Fig. 2: Overview of common symptoms in AA and hypoplastic MDS (modeled after Mufti et al. 2018).
Therefore, histological examination on a sufficiently large bone marrow cylinder (at least 15 mm biopsy length) should definitely be performed to establish the diagnosis. Indications of clonal evolution in the course of aplastic anemia are an increased blast percentage, hypercellular bone marrow in the presence of recurrent or persistent cytopenia, and the appearance of new cytogenetic or molecular genetic abnormalities (Maciejewski & Selleri 2004, Afable et al. 2011).

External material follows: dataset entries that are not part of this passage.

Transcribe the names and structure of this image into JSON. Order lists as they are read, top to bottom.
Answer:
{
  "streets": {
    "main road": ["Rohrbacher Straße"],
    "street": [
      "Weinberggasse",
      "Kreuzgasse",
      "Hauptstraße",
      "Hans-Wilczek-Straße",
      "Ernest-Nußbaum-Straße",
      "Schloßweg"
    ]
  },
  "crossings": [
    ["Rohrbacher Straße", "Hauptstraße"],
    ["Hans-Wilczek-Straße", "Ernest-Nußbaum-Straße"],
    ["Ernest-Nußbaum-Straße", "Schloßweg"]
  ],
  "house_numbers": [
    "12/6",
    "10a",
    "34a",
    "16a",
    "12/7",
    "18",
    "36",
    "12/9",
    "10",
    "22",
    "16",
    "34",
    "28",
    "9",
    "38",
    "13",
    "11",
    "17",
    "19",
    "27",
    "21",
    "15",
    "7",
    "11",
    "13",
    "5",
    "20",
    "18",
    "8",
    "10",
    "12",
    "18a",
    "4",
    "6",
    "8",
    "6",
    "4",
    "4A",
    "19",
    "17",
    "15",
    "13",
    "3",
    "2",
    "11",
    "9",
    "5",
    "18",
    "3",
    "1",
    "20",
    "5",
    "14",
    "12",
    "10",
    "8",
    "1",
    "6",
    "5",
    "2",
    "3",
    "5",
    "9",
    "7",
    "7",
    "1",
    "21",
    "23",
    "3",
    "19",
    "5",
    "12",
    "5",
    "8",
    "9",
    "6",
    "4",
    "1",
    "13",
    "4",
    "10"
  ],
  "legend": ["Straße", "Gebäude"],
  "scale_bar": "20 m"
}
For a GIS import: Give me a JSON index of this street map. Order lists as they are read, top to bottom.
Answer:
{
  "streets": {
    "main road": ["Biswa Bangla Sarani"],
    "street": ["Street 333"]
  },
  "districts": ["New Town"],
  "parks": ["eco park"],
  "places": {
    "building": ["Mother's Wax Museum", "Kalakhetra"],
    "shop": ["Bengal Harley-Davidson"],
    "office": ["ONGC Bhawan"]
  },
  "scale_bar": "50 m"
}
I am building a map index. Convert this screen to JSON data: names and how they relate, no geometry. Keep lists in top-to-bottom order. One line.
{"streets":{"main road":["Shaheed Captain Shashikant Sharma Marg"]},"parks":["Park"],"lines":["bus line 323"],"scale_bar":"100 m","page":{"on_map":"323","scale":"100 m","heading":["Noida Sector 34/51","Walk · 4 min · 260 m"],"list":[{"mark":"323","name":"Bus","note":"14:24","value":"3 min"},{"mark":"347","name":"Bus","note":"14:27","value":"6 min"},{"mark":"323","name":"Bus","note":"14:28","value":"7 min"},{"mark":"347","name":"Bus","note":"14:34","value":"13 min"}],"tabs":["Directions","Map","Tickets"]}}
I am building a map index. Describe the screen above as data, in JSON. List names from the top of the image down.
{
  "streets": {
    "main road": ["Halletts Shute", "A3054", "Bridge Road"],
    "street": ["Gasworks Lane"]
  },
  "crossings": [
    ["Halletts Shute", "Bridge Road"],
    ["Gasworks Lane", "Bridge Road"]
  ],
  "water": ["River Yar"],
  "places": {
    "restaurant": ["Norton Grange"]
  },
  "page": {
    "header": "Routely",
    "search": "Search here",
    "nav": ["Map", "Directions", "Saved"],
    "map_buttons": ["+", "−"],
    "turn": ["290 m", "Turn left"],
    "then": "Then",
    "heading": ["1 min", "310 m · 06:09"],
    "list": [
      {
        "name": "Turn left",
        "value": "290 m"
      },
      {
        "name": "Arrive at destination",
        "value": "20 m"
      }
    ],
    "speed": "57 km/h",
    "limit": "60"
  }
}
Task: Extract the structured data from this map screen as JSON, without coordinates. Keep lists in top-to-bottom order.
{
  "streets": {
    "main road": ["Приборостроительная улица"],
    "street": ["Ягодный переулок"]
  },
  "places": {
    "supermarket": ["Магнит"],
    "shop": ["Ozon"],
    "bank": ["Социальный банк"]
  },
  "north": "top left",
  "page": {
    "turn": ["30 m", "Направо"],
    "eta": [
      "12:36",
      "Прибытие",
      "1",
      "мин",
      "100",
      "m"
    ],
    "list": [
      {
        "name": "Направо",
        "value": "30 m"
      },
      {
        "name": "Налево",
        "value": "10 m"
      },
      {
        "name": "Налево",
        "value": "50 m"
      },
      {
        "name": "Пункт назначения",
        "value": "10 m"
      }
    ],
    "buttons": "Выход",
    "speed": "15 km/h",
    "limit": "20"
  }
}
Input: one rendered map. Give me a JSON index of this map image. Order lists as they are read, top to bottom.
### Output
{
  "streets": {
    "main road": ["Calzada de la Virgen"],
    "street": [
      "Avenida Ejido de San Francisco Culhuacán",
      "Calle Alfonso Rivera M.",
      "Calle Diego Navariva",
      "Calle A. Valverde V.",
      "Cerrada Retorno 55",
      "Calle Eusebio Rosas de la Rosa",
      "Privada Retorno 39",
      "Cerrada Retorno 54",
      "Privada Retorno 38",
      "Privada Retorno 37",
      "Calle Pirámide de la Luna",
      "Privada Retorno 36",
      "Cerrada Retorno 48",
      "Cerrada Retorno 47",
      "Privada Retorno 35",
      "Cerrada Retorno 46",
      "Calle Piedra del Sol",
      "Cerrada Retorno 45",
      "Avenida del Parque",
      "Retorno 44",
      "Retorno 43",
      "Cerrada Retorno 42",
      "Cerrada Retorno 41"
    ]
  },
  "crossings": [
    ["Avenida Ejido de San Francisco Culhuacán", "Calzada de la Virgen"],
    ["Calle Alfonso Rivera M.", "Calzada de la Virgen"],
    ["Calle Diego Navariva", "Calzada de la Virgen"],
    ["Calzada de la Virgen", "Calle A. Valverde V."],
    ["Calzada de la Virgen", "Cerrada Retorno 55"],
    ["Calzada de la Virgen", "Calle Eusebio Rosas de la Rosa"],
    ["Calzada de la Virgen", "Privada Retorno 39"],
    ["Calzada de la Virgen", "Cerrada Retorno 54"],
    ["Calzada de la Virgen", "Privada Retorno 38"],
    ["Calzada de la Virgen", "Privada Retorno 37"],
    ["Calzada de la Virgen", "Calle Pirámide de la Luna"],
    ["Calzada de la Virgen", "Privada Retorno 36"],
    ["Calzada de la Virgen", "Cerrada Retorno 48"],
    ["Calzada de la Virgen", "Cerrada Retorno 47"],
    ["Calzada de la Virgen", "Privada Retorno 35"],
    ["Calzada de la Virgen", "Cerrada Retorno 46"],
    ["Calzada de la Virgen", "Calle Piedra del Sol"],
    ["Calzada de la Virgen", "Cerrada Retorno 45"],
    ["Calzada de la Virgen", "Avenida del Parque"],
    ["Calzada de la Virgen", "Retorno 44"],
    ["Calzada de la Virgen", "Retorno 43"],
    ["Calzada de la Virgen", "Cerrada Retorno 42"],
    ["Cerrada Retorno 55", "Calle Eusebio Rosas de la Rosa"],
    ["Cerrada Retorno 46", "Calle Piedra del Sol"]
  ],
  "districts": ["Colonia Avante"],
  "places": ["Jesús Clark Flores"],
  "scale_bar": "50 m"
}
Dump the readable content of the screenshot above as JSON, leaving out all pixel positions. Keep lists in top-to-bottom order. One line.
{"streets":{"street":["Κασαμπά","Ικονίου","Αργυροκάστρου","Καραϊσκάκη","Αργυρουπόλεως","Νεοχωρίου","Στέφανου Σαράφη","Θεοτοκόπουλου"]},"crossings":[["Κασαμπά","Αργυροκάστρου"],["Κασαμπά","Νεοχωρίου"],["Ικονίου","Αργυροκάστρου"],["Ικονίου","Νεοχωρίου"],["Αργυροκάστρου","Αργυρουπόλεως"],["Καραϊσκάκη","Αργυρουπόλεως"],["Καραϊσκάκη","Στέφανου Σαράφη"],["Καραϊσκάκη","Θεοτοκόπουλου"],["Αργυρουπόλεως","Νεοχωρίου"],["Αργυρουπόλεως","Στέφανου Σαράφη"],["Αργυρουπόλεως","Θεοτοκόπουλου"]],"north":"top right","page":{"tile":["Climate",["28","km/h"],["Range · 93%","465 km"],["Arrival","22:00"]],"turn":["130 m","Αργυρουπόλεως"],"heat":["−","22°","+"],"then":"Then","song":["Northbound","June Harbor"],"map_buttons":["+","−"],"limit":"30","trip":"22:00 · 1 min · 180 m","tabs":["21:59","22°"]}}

Other differential diagnoses include clonal cytopenia of undetermined significance (CCUS) and paroxysmal nocturnal hemoglobinuria (PNH). In CCUS, the bone marrow is hypo- to hypercellular, and somatic mutations are more frequent than in AA, particularly affecting the genes TET2, DNMT3A, ASXL1, TP53, and splicing factors, among others; therefore, molecular genetic analyses could also aid diagnosis in this case. AA and PNH can each develop into each other (AA/PNH syndrome). Major clues for the presence of PNH or a PNH clone are CD59-negative cells in immunophenotyping and mutations of the PIGA gene (Ogawa 2016, Bejar 2020).
Because patients with somatic mutations are at higher risk of developing MDS, early molecular genetic diagnosis may be informative. This is also supported by the improved response to IST in mutations of the PIGA, BCOR, and BCORL1 genes, which may contribute to treatment decisions (Kulasekararaj et al. 2014, Yoshizato et al. 2015).